-- RECORDS PROVIDED follows --
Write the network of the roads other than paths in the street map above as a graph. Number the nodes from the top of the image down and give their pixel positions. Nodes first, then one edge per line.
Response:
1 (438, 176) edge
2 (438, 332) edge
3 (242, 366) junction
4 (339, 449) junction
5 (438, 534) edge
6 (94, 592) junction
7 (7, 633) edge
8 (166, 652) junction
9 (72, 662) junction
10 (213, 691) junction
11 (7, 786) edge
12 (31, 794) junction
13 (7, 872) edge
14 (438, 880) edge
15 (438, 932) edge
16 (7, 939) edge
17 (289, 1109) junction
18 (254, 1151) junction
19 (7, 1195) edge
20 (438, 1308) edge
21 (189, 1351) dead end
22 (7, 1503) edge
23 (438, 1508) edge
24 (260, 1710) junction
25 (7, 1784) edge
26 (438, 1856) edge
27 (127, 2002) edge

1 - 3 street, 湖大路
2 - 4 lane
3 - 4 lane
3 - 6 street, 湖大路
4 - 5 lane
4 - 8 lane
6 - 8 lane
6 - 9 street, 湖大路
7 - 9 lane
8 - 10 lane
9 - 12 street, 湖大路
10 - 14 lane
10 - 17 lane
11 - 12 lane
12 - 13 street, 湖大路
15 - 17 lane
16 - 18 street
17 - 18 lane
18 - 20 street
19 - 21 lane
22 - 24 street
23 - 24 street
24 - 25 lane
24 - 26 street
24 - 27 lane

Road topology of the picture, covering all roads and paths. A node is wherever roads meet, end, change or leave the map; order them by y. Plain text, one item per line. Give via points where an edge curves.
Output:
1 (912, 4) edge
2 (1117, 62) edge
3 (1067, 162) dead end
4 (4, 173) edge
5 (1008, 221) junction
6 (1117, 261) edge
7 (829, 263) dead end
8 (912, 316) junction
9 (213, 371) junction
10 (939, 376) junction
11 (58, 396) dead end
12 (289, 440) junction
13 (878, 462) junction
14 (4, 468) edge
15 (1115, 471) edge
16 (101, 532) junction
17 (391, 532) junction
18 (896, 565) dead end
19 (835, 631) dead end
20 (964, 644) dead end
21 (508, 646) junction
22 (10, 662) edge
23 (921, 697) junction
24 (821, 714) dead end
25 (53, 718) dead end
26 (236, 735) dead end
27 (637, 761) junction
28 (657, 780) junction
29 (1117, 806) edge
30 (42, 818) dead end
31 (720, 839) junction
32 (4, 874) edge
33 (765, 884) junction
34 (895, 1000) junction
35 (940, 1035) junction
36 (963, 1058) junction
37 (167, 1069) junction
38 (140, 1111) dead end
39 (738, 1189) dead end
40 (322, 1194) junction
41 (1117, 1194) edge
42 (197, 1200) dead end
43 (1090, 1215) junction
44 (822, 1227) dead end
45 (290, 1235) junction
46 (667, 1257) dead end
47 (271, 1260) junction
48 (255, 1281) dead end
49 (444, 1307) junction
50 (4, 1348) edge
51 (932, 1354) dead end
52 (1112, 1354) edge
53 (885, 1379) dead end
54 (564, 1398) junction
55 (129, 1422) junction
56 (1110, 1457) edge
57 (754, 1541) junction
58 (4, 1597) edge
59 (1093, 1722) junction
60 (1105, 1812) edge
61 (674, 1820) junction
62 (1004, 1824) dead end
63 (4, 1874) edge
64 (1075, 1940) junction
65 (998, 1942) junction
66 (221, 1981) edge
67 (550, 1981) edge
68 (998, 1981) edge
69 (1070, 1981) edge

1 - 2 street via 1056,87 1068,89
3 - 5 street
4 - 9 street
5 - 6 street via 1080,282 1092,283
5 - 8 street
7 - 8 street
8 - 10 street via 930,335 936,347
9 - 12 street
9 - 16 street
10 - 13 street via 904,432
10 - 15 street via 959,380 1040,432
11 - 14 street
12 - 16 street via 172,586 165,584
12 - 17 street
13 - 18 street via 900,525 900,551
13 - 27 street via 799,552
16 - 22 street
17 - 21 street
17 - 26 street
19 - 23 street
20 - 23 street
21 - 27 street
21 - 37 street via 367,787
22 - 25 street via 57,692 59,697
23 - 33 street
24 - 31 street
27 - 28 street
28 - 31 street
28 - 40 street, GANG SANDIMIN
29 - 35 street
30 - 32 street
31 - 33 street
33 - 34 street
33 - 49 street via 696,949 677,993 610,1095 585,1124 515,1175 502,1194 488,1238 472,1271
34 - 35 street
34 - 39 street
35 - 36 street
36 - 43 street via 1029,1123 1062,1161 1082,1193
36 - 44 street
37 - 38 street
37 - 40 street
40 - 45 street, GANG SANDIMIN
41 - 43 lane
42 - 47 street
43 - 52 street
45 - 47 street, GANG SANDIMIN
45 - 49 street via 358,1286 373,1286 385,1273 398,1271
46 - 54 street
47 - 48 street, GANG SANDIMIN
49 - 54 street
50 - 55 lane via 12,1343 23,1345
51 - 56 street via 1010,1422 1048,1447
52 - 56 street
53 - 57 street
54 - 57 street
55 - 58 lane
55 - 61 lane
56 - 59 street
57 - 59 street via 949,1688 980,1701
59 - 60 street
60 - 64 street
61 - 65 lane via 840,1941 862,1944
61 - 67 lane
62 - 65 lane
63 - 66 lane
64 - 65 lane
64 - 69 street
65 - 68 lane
-- RECORDS PROVIDED concluded --
#### PROBLEM STATEMENT:
Copy out the lines of the records above in which the string "GANG" appears.

#### RESPONSE FOR THIS EXERCISE:
28 - 40 street, GANG SANDIMIN
40 - 45 street, GANG SANDIMIN
45 - 47 street, GANG SANDIMIN
47 - 48 street, GANG SANDIMIN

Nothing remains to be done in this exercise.